If any provision of the LTIP shall be held unlawful or otherwise invalid or unenforceable in whole or in part by a court of competent jurisdiction, such provision shall (a) be deemed limited to the extent that such court of competent jurisdiction deems it lawful, valid and/or enforceable and as so limited shall remain in full force and effect, and (b) not affect any other provision of the LTIP or part thereof, each of which shall remain in full force and effect. If the making of any payment or the provision of any other benefit provided for under the LTIP shall be held unlawful or otherwise invalid or unenforceable by a court of competent jurisdiction, such unlawfulness, invalidity or unenforceability shall not prevent any other payment or benefit from being made or provided under the LTIP, and if the making of any payment in full or the provision of any other benefit provided for under the LTIP in full would be unlawful or otherwise invalid or unenforceable, then such unlawfulness, invalidity or unenforceability shall not prevent such payment or benefit from being made or provided in part, to the extent that it would not be unlawful, invalid or unenforceable, and the maximum payment or benefit that would not be unlawful, invalid or unenforceable shall be made or provided under the LTIP.

10. NON-ASSIGNABILITY

Unless the Committee expressly states otherwise, no Participant may sell, assign, convey, gift, pledge or otherwise hypothecate or alienate any bonus opportunity or amounts determined by the Committee to be payable under the LTIP, until such amounts (if any) are actually paid.

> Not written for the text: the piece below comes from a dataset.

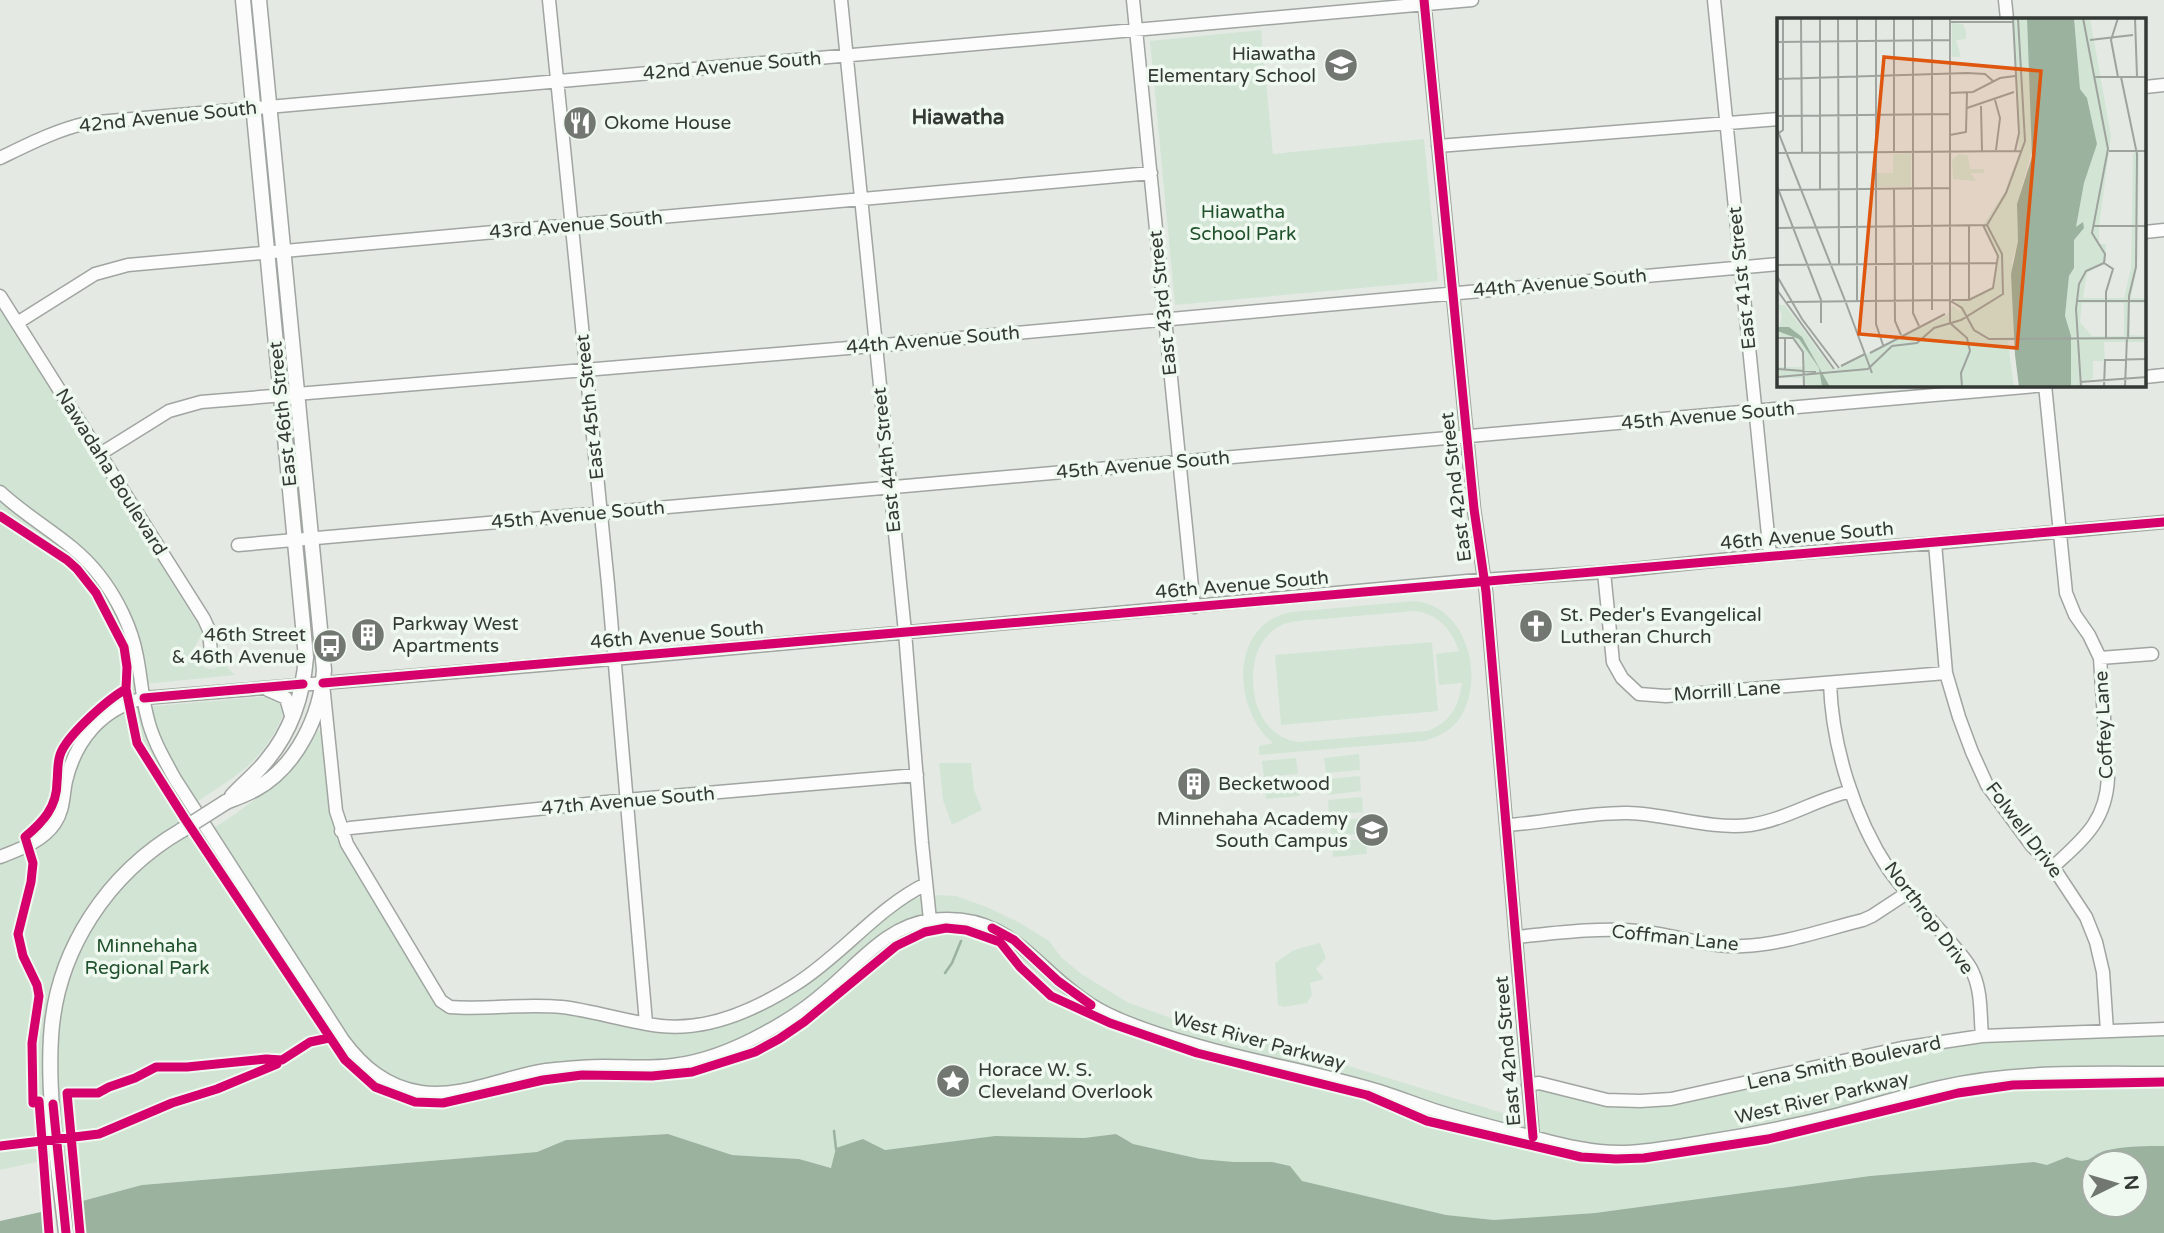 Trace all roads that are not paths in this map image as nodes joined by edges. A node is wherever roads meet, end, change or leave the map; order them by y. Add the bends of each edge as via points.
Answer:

11. NON-EXCLUSIVITY OF PLAN

Neither the adoption of the LTIP by the Board nor the submission of the LTIP to the stockholders of the Company for approval shall be construed as creating any limitations on the power of the Board or the Committee to adopt such other incentive arrangements as either may deem desirable going forward, including, without limitation, cash or equity-based compensation arrangements, either tied to performance or otherwise, and any such other arrangements as may be either generally applicable or applicable only in specific cases.

12. CONTINUED SERVICE

Neither this LTIP, the selection of a person eligible to be paid bonuses under this LTIP, the payment of any bonus to any Participant, nor any action by the Company or the Committee related to this LTIP, shall be held or construed to confer upon any person any right to be continued in the employ or other service of the Company. The termination of service of any Participant shall be governed by any valid written agreements between the Company and such Participant, and in the absence of such agreements, such termination shall be at will. This LTIP is not intended to limit the right of the Company to terminate the service of any Participant whenever in the sole discretion of the Company its interest may so require.

13. NO VESTED INTEREST OR RIGHT

At no time before the actual payout of a bonus to any Participant under the LTIP shall any Participant accrue any vested interest or right whatsoever under the LTIP, and the Company has no obligation to treat Participants identically under the LTIP.

14. GOVERNING LAW

The LTIP and any agreements and documents hereunder shall be interpreted and construed in accordance with the laws of the State of Delaware and applicable federal law. The Committee may provide that any dispute concerning the LTIP shall be presented and determined in such forum as the Committee may specify, including through binding arbitration.